The results of this recontact work show that 15% of people who expressed a voting intention in our Daily Mirror poll conducted during the week of the election say they ended up behaving differently to how they had originally told us they intended to vote – either voting for a different party or not turning up to vote at all.
The four main types of behaviour that were observed were as follows:

  • Labour voters not turning out and, to a lesser extent, switching to the Conservatives
  • UKIP voters switching to the Conservatives
  • Liberal Democrat voters switching to the Conservatives or not turning out
  • Undecided voters splitting fairly equally between Labour and Conservatives

 

With the exception of the last of these four, all other shifts were to the net benefit of the Conservative Party.

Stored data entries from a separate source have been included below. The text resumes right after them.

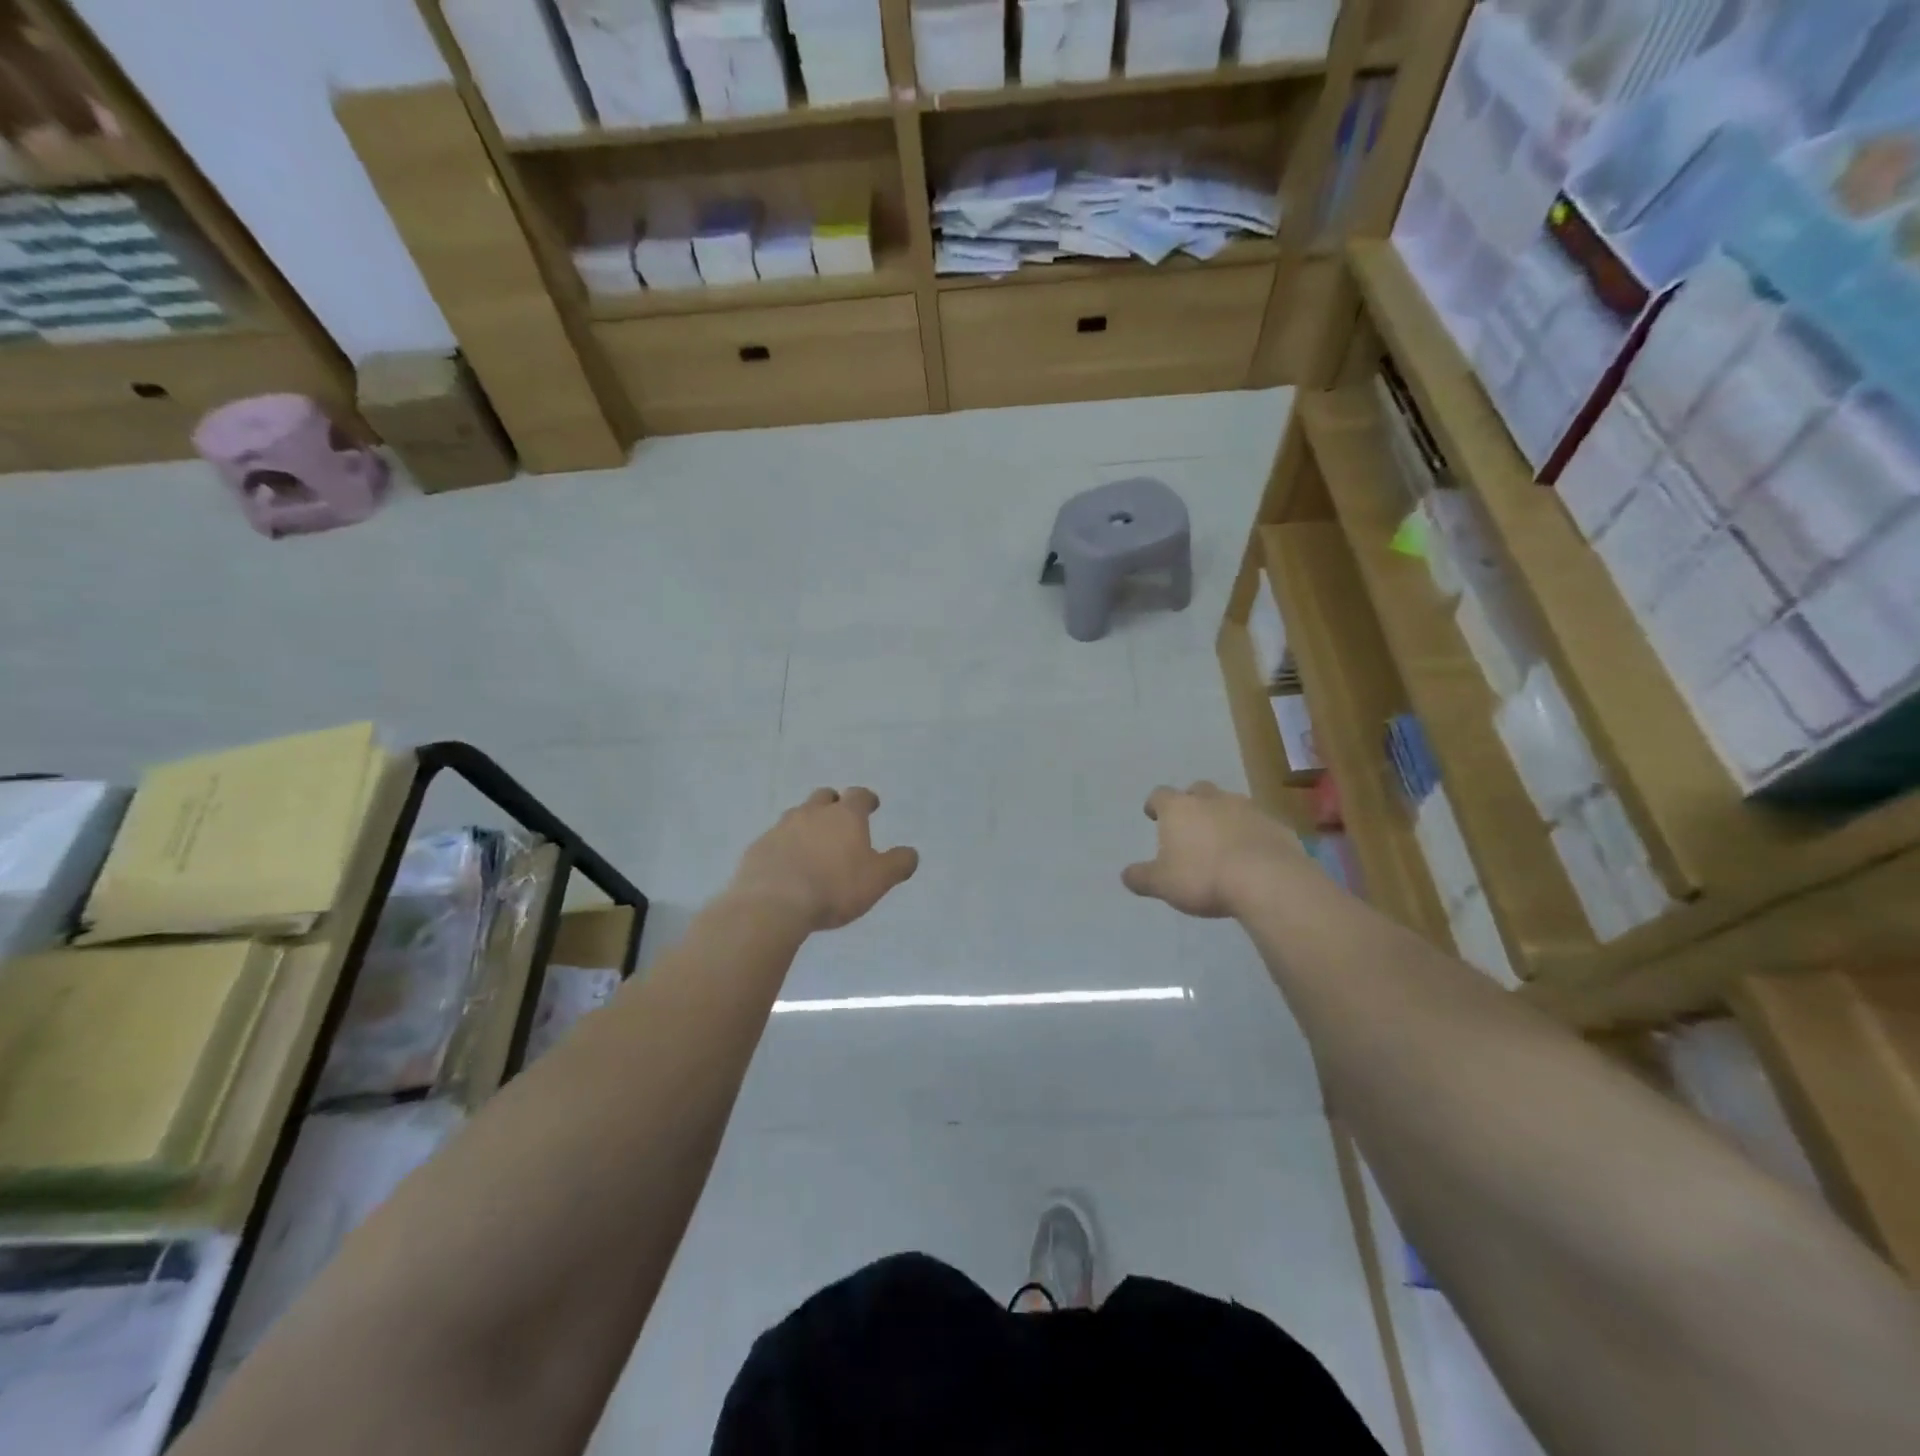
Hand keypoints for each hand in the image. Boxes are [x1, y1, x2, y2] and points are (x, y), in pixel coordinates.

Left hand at [728, 787, 919, 931]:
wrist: (773, 903)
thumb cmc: (834, 888)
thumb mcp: (878, 880)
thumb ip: (897, 864)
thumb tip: (911, 853)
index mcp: (845, 816)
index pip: (859, 796)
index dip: (867, 799)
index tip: (872, 805)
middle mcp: (812, 813)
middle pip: (824, 797)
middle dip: (833, 804)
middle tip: (840, 820)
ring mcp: (781, 828)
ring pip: (797, 816)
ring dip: (807, 824)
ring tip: (812, 845)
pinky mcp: (758, 848)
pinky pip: (775, 840)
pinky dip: (785, 847)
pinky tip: (787, 866)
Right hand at [1121, 781, 1310, 918]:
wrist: (1267, 880)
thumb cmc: (1203, 877)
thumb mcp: (1162, 884)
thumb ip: (1142, 877)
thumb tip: (1125, 875)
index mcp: (1179, 808)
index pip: (1160, 795)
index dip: (1154, 804)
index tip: (1152, 814)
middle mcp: (1212, 800)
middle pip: (1198, 791)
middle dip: (1192, 803)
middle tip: (1190, 823)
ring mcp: (1248, 809)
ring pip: (1230, 804)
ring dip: (1223, 816)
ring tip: (1221, 841)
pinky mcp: (1276, 825)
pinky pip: (1258, 824)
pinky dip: (1251, 833)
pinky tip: (1251, 855)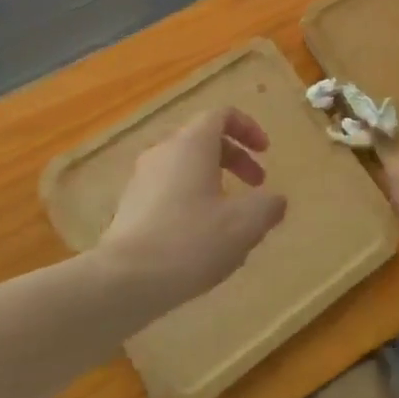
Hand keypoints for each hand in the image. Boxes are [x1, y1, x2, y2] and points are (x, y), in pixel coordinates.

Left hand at [95, 107, 286, 309]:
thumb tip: (275, 201)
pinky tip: (201, 239)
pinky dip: (192, 201)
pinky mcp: (129, 208)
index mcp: (192, 144)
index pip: (222, 115)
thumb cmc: (190, 241)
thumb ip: (268, 206)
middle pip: (204, 139)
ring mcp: (141, 180)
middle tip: (257, 186)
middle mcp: (163, 153)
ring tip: (231, 218)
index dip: (248, 128)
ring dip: (214, 182)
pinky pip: (168, 191)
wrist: (122, 282)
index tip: (265, 153)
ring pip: (185, 167)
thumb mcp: (245, 224)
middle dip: (236, 158)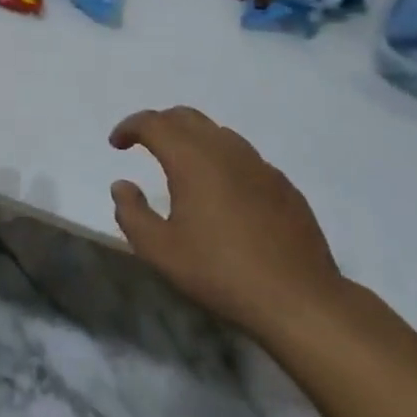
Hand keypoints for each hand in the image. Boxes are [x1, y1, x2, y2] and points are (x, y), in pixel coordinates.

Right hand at [109, 107, 344, 339]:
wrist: (300, 300)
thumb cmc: (221, 272)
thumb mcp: (161, 251)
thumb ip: (131, 214)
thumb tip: (122, 185)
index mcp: (192, 158)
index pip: (153, 123)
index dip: (129, 127)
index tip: (117, 144)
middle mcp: (225, 149)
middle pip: (185, 117)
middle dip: (159, 124)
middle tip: (144, 144)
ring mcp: (259, 164)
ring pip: (217, 133)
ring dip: (192, 138)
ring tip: (181, 165)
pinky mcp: (283, 184)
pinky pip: (244, 157)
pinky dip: (222, 159)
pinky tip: (222, 192)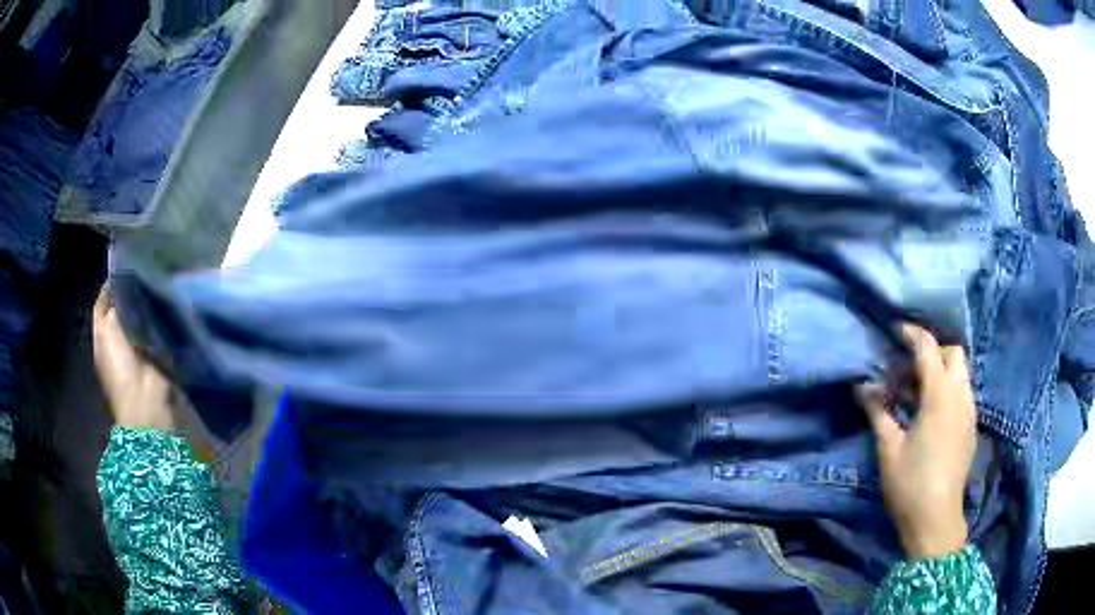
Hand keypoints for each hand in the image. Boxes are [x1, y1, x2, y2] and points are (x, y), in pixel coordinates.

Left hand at [92, 286, 176, 431]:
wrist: (146, 404)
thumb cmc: (121, 368)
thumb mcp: (108, 332)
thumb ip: (113, 307)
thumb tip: (122, 286)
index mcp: (102, 337)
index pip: (103, 305)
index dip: (110, 287)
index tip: (124, 268)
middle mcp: (116, 343)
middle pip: (121, 311)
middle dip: (129, 295)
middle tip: (143, 273)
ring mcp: (136, 352)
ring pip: (138, 320)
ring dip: (144, 308)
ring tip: (155, 285)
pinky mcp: (155, 358)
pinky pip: (155, 332)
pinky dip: (158, 321)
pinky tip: (165, 307)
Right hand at [858, 324, 976, 559]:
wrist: (936, 519)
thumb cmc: (910, 483)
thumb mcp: (888, 448)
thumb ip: (878, 411)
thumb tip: (861, 387)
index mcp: (940, 395)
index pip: (928, 348)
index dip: (911, 334)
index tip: (895, 331)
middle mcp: (960, 395)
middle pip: (953, 352)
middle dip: (933, 350)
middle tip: (909, 365)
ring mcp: (969, 411)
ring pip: (962, 372)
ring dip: (942, 370)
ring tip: (918, 389)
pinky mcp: (971, 426)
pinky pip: (963, 392)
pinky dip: (949, 389)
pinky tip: (931, 412)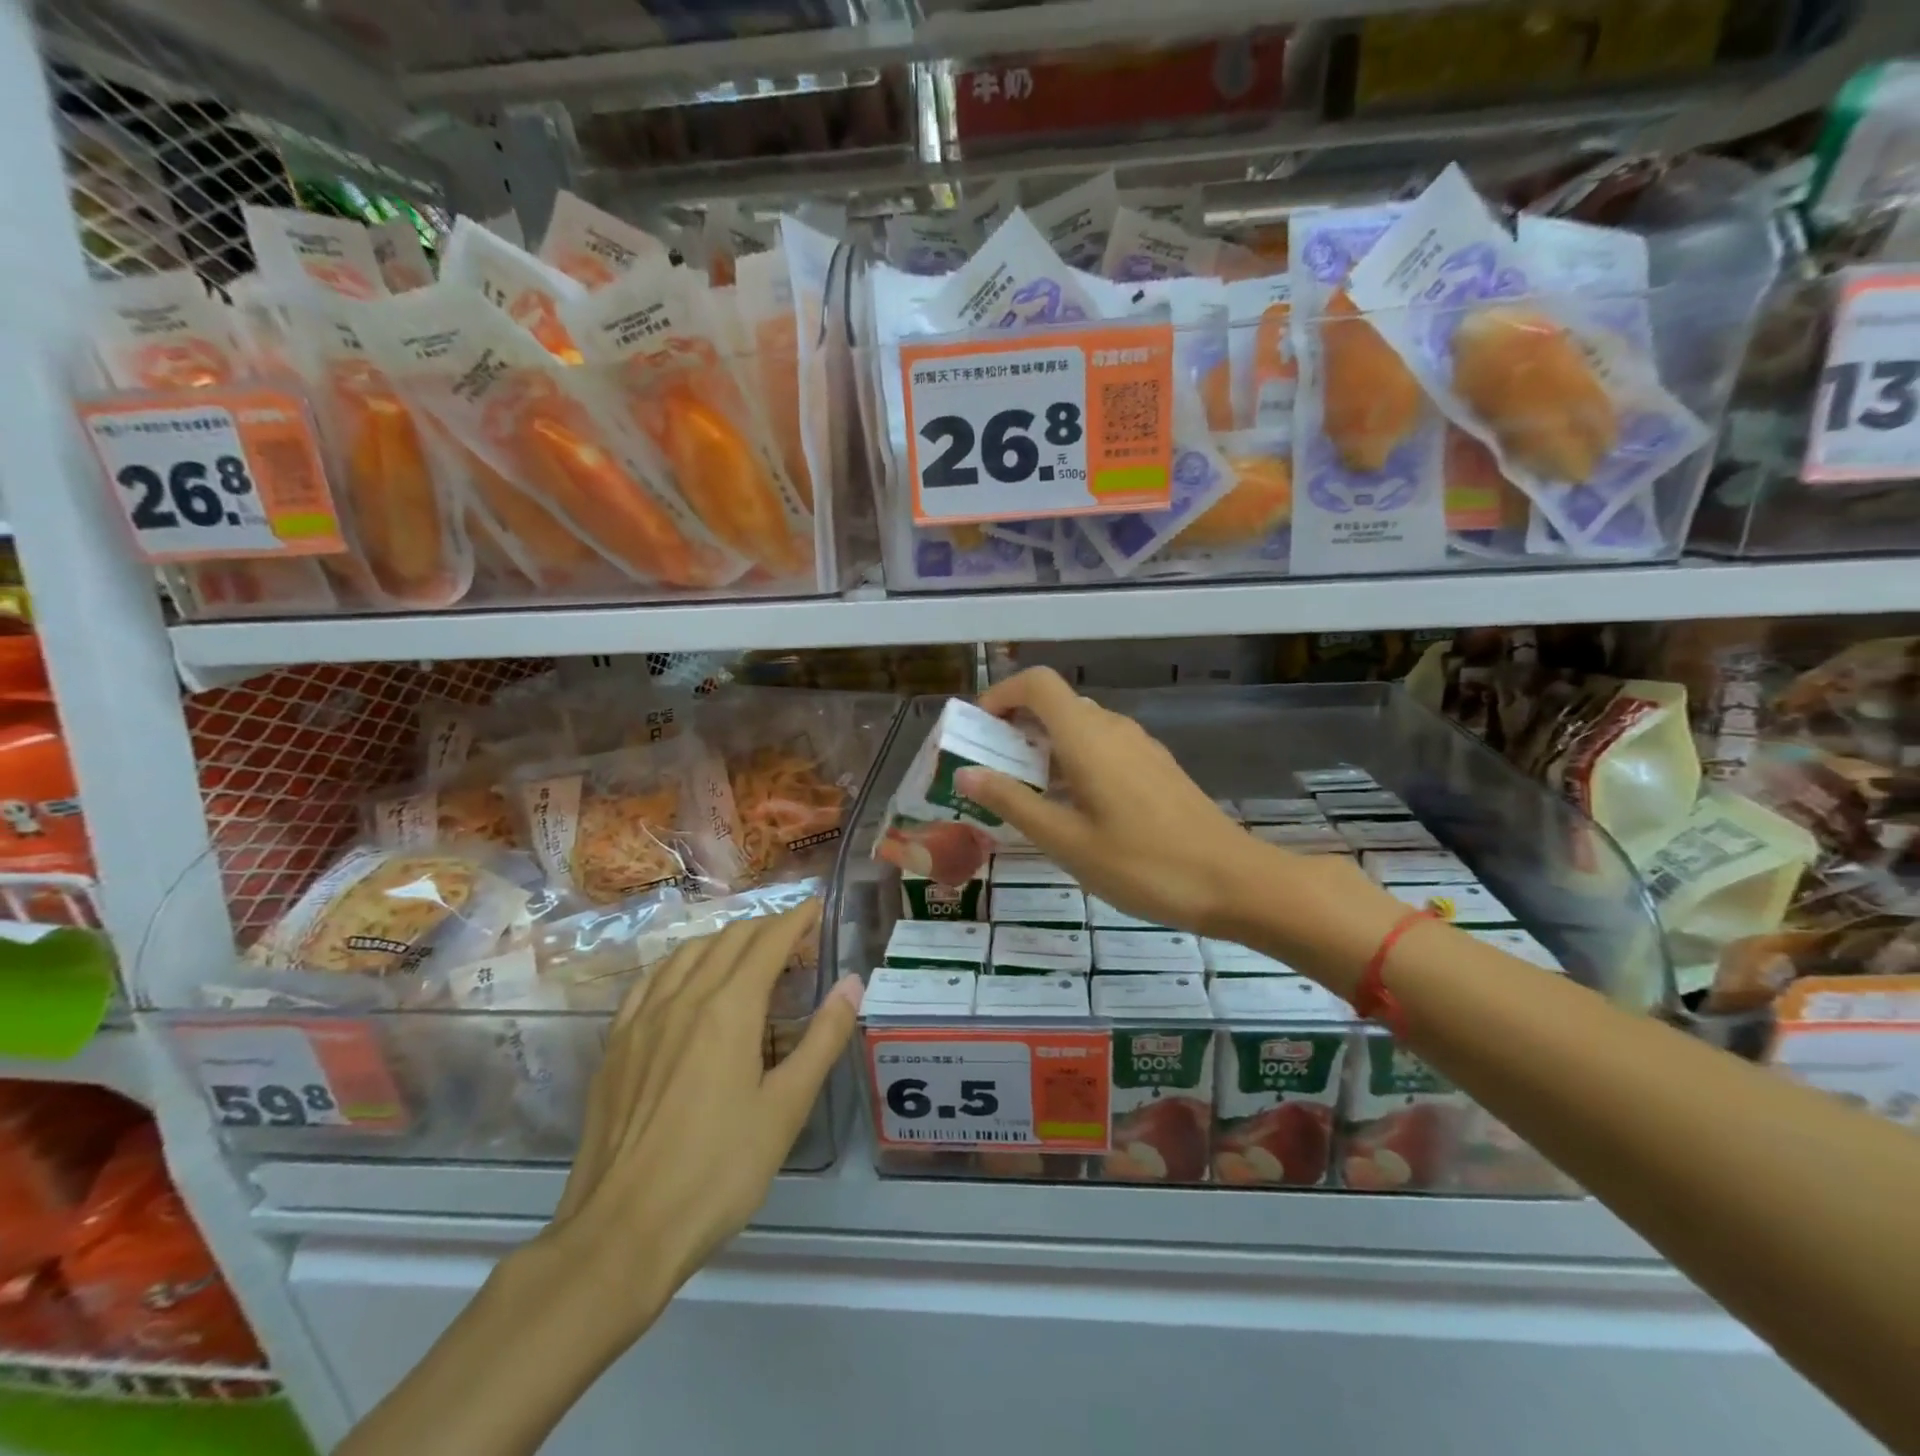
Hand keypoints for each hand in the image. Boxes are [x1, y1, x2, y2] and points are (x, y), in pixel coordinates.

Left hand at [533, 902, 862, 1347]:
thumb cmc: (718, 1172)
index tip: (815, 908)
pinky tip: (684, 982)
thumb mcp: (786, 1109)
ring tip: (744, 953)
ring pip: (687, 954)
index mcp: (728, 1009)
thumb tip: (852, 983)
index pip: (767, 942)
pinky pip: (650, 981)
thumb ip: (822, 1039)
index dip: (795, 919)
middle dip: (764, 928)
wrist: (621, 1234)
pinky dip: (679, 965)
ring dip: (722, 941)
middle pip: (728, 940)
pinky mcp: (615, 1045)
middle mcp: (683, 999)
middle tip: (792, 937)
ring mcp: (642, 1020)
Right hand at [954, 667, 1262, 936]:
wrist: (1234, 883)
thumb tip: (966, 773)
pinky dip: (1073, 762)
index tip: (979, 731)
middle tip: (992, 773)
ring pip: (1080, 728)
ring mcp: (1140, 747)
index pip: (1037, 683)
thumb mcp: (1067, 841)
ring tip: (1026, 797)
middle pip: (1056, 704)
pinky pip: (1102, 748)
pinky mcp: (1156, 768)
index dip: (1001, 695)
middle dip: (1016, 728)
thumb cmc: (1143, 865)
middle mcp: (1114, 729)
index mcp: (1088, 737)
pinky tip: (1072, 810)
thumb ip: (1014, 803)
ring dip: (1044, 748)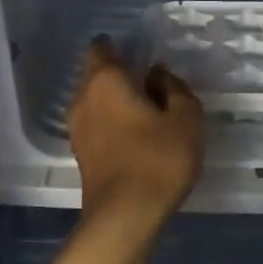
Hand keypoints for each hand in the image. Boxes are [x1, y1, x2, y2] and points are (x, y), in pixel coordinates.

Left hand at [67, 38, 204, 225]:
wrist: (125, 216)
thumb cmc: (158, 159)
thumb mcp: (185, 119)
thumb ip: (175, 89)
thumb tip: (159, 76)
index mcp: (105, 80)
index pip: (103, 47)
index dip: (121, 47)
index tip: (143, 56)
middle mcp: (83, 98)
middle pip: (98, 75)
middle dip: (121, 75)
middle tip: (153, 85)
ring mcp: (77, 128)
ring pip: (96, 102)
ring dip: (117, 102)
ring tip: (148, 113)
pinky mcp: (81, 154)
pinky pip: (97, 125)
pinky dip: (113, 124)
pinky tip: (137, 137)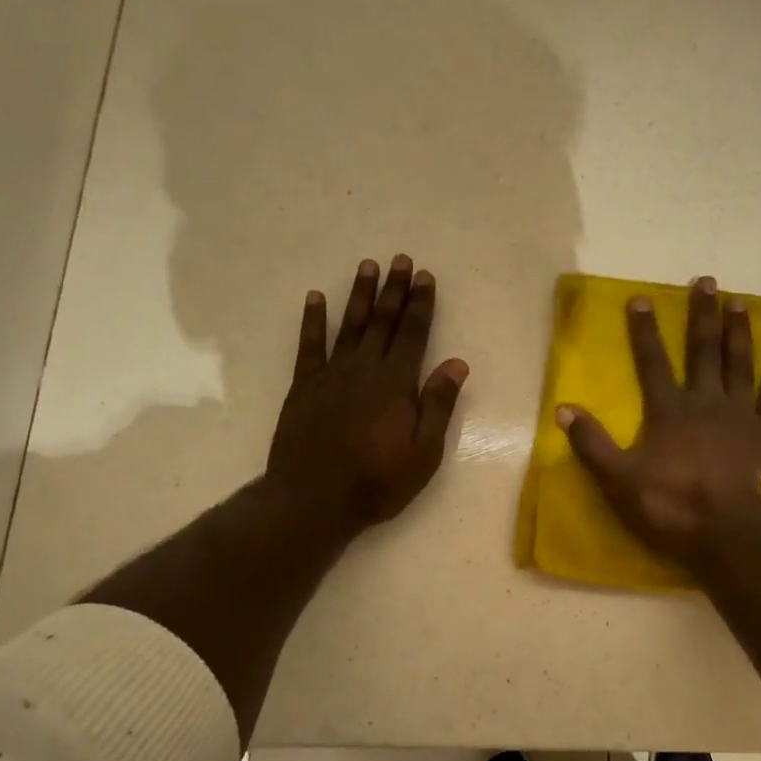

Conservative voters themselves turned out in high numbers and were very unlikely to change their mind (as were SNP voters). The total effect of this was equivalent to a 1.4% swing from Labour to the Conservatives – not as much as actually shown in the election, but accounting for a significant proportion of the difference between the final Survation pre-election online poll and the election result.

The full breakdown of observed shifts are shown in the table below:

table2.2

The net changes between when people were interviewed in our final online poll and how they report actually having voted are as follows:

Con: +2.2%
Lab: -0.4%
LibDem: -0.8%
UKIP: -0.7%
SNP: -0.3%
Others: +0.0%

Applying these swings to the published first voting intention in our final online poll gives the following results, which is what we would expect to have shown had our final online poll been conducted on election day using the same sample and method.

 

(Difference compared to actual election result shown in brackets)

Con: 35.1% (-2.7)
Lab: 32.3% (+1.1)
LibDem: 8.0% (-0.1)
UKIP: 15.2% (+2.3)
SNP: 4.7% (-0.2)
Other: 4.3% (-0.9)

As can be seen, this would have brought the final poll significantly closer to the actual result, but with some differences still unaccounted for, particularly the Conservative figure still being around 2.5 points too low and the UKIP figure still being around 2.5 point too high. Overall, this suggests “late swing” or changed behaviours account for 40% of the discrepancy observed between our final online poll and the actual results.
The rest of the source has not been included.